Another important concept we need to understand is the difference between the urgent and the important. The important things sit and wait while the urgent things scream to us. The phone is a perfect example of this. A conversation on the couch with your husband is important. The phone call in the middle of it seems urgent. Our nature is to choose what seems urgent because we react immediately rather than thinking about the choice we have and determining the best thing to do.
Our priorities and goals can help us to determine what is important. But throughout life the urgent will scream louder than the important. In her book, A Mother's Time,
Elise Arndt says,
The urgent matters of life are those that demand our immediate response, the things that constantly bid for our attention. They give no consideration to what is presently being done. They include annoying interruptions at the wrong time for the wrong reason and the pressing needs of people around us. These are the urgent matters of life.

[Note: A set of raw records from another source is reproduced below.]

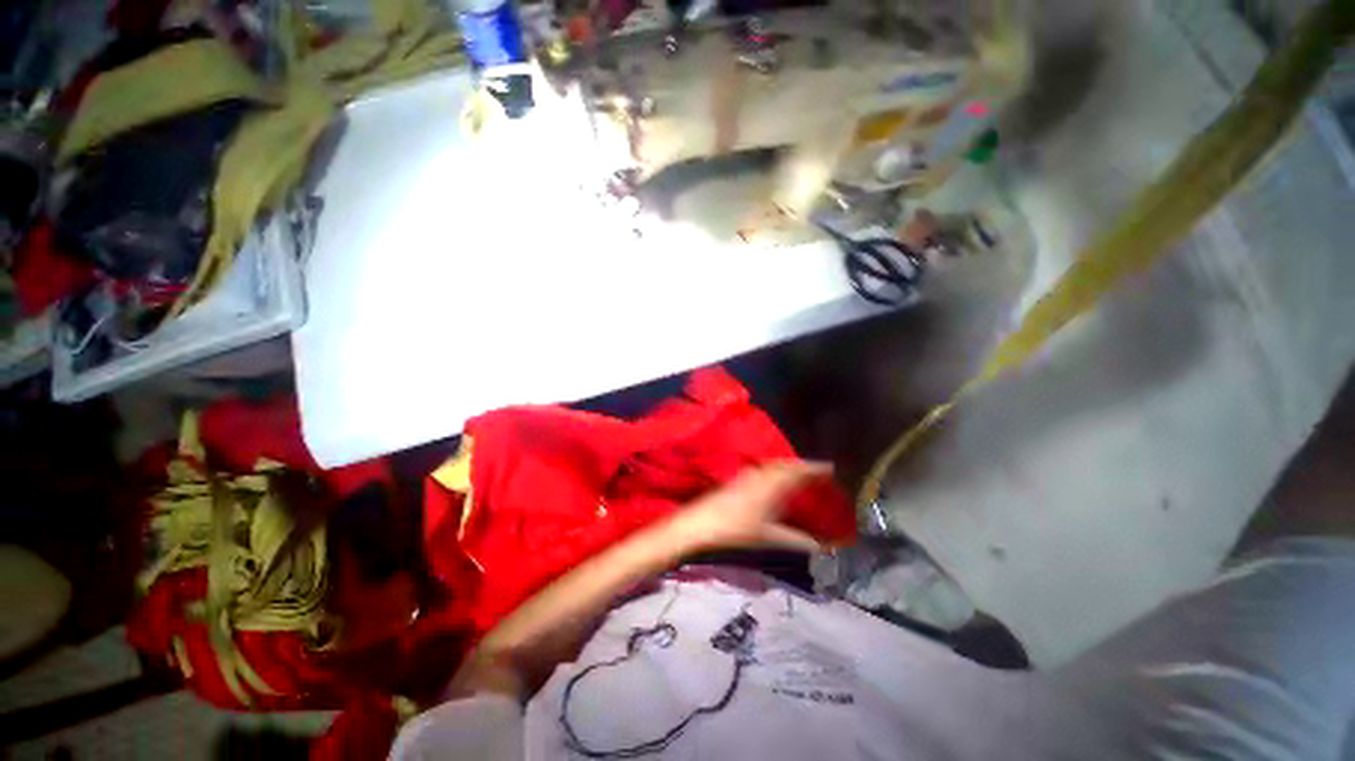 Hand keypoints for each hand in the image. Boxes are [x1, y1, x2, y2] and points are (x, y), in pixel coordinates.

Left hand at [674, 460, 834, 553]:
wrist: (701, 522)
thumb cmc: (736, 529)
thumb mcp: (768, 537)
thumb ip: (795, 540)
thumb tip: (819, 546)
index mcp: (771, 485)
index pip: (798, 472)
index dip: (814, 468)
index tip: (830, 467)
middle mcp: (761, 474)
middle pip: (786, 464)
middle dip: (802, 465)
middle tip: (817, 470)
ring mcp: (748, 474)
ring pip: (774, 465)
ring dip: (788, 465)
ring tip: (799, 472)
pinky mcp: (738, 478)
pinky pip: (764, 468)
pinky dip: (775, 469)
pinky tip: (774, 478) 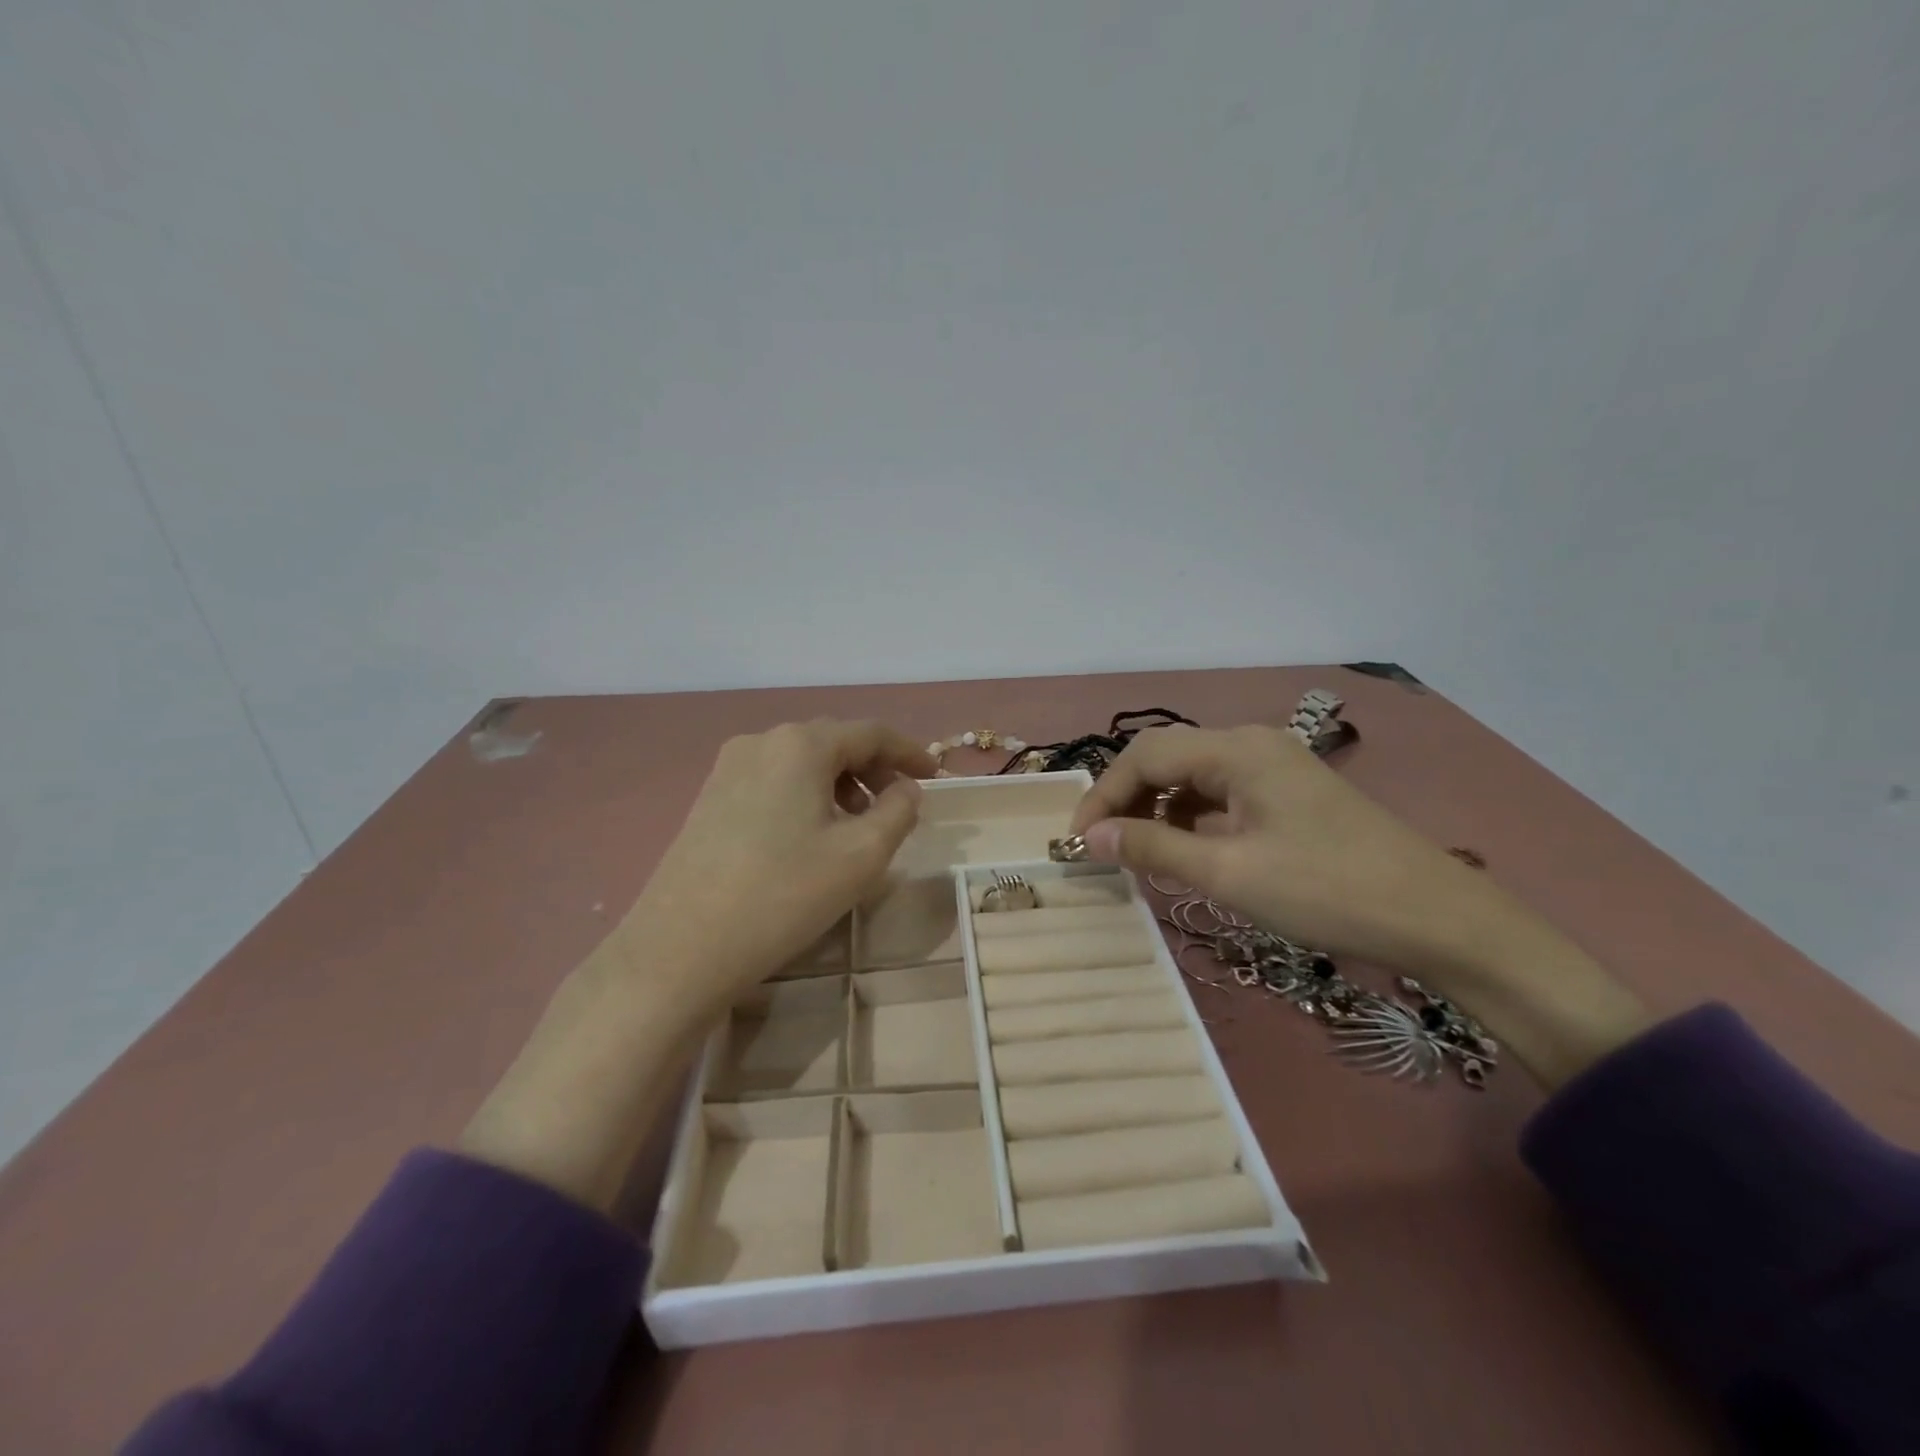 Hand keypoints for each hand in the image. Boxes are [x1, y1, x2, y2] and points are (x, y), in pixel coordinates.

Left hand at [461, 719, 930, 1209]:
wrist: (680, 950)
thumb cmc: (782, 896)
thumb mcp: (861, 856)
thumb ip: (898, 812)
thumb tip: (905, 789)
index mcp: (800, 744)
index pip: (871, 733)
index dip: (910, 752)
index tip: (937, 776)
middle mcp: (762, 741)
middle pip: (835, 743)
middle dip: (875, 769)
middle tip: (900, 805)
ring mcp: (728, 769)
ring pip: (803, 763)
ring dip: (841, 785)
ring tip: (860, 826)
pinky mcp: (710, 798)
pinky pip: (775, 782)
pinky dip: (808, 797)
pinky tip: (814, 836)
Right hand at [1070, 724, 1647, 1086]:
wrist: (1439, 919)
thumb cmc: (1327, 891)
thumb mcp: (1228, 871)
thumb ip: (1151, 845)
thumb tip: (1088, 835)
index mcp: (1236, 749)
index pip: (1144, 756)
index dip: (1101, 794)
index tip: (1077, 841)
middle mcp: (1252, 744)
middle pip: (1167, 758)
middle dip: (1126, 799)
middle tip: (1103, 847)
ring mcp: (1276, 767)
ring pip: (1194, 777)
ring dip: (1158, 809)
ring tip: (1140, 853)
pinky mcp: (1291, 795)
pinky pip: (1222, 794)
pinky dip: (1193, 818)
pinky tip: (1190, 850)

While the urgent continually begs for our attention, the important keeps silent. It patiently waits for us to take notice. While the urgent seeks us, the important waits to be sought by us. The important aspects of life take discipline to perform, while the urgent are accomplished on impulse. We live in constant tension between the two, don't we? Filling the needs of the moment causes us to become weary. We blame hard work for our anxiety. In reality, it is not hard work that produces stress, but doubts and misgivings about what we are doing. We have become slaves to the urgent.Elise Arndt, A Mother's Time (Wheaton, IL:Victor Books, 1987), 43-44.
Can you see how the urgent takes us away from the important? So what do we do about it? Discipline is the key. We started with the phone at our house. My husband and I discovered it was robbing us of the important. It rang while we were reading to a child, it rang during dinner, it rang when we had company, and we always answered it. We decided that the phone was the urgent and the things it distracted us from were the important. So, if you call my house, you often get my voice mail. If you are visiting, you will hear the phone ring a lot, but I won't answer it. Believe me, you'll stop hearing it after a while and it begins to blend in with the background. With one husband and four children, there is a lot of "important" to take care of. The "urgent" can be called back at a time when I am needed less by those who are important.
When you start thinking about what you need to do and categorizing it as urgent or important, it can help in decision making too. We need to discern rather than react.